■ ABOUT THIS TASK ■
Each entry must be given again exactly; images do not belong in the copy.

[Collected data]
================================

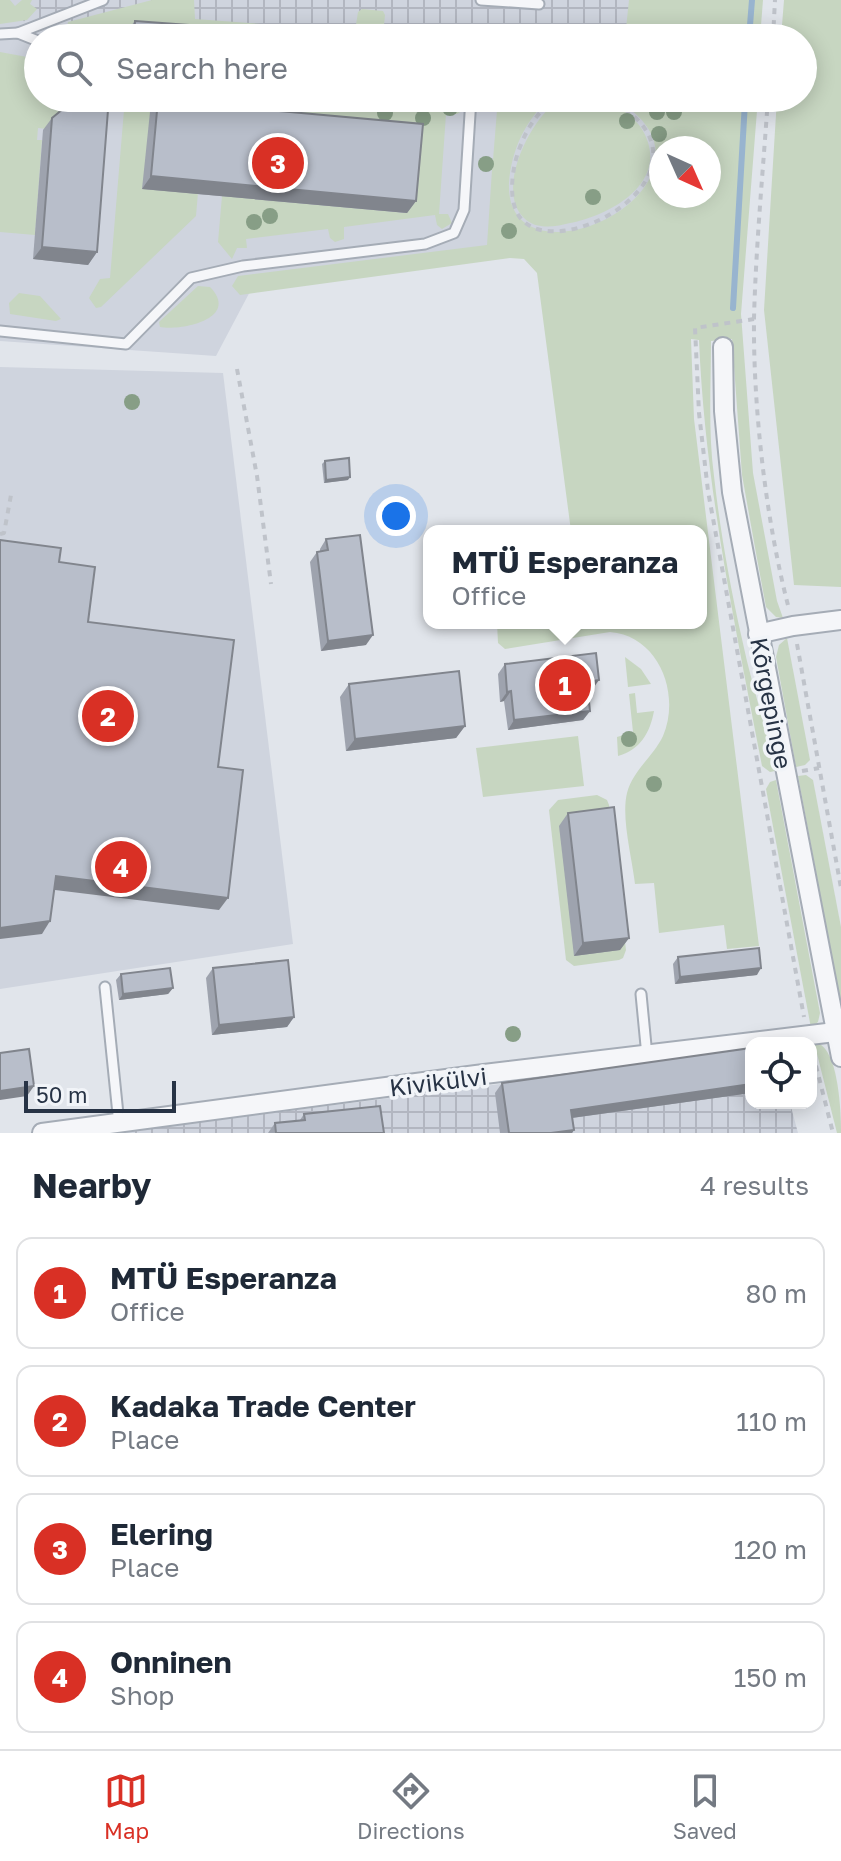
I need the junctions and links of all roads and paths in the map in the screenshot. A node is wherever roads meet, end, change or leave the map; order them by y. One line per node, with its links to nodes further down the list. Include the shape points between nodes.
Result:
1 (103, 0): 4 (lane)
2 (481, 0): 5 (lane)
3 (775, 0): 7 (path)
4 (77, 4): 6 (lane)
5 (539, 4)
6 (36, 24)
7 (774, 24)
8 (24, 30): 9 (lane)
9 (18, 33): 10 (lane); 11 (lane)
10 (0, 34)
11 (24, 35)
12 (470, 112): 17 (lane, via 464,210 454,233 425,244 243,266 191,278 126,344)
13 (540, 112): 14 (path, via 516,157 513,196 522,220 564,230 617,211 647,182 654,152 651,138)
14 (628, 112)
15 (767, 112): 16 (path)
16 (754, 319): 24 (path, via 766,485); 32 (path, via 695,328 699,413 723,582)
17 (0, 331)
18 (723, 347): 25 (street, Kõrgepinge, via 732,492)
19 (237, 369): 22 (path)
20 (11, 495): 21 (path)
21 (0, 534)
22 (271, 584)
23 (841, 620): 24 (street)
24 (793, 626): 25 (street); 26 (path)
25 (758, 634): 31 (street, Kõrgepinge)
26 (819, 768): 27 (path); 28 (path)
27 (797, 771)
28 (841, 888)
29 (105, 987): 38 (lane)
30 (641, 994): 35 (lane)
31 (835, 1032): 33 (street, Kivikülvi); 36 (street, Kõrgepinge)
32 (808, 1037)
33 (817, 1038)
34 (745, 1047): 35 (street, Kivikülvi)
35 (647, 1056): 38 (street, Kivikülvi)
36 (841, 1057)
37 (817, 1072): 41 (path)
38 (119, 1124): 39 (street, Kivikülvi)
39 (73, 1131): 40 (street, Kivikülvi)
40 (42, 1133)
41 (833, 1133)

================================

■ RESPONSE AREA ■
I need the junctions and links of all roads and paths in the map in the screenshot. A node is wherever roads meet, end, change or leave the map; order them by y. One line per node, with its links to nodes further down the list. Include the shape points between nodes.
Result:
1 (103, 0): 4 (lane)
2 (481, 0): 5 (lane)
3 (775, 0): 7 (path)
4 (77, 4): 6 (lane)
5 (539, 4)
6 (36, 24)
7 (774, 24)
8 (24, 30): 9 (lane)
9 (18, 33): 10 (lane); 11 (lane)
10 (0, 34)
11 (24, 35)
12 (470, 112): 17 (lane, via 464,210 454,233 425,244 243,266 191,278 126,344)
13 (540, 112): 14 (path, via 516,157 513,196 522,220 564,230 617,211 647,182 654,152 651,138)
14 (628, 112)
15 (767, 112): 16 (path)
16 (754, 319): 24 (path, via 766,485); 32 (path, via 695,328 699,413 723,582)
17 (0, 331)
18 (723, 347): 25 (street, Kõrgepinge, via 732,492)
19 (237, 369): 22 (path)
20 (11, 495): 21 (path)
21 (0, 534)
22 (271, 584)
23 (841, 620): 24 (street)
24 (793, 626): 25 (street); 26 (path)
25 (758, 634): 31 (street, Kõrgepinge)
26 (819, 768): 27 (path); 28 (path)
27 (797, 771)
28 (841, 888)
29 (105, 987): 38 (lane)
30 (641, 994): 35 (lane)
31 (835, 1032): 33 (street, Kivikülvi); 36 (street, Kõrgepinge)
32 (808, 1037)
33 (817, 1038)
34 (745, 1047): 35 (street, Kivikülvi)
35 (647, 1056): 38 (street, Kivikülvi)
36 (841, 1057)
37 (817, 1072): 41 (path)
38 (119, 1124): 39 (street, Kivikülvi)
39 (73, 1131): 40 (street, Kivikülvi)
40 (42, 1133)
41 (833, 1133)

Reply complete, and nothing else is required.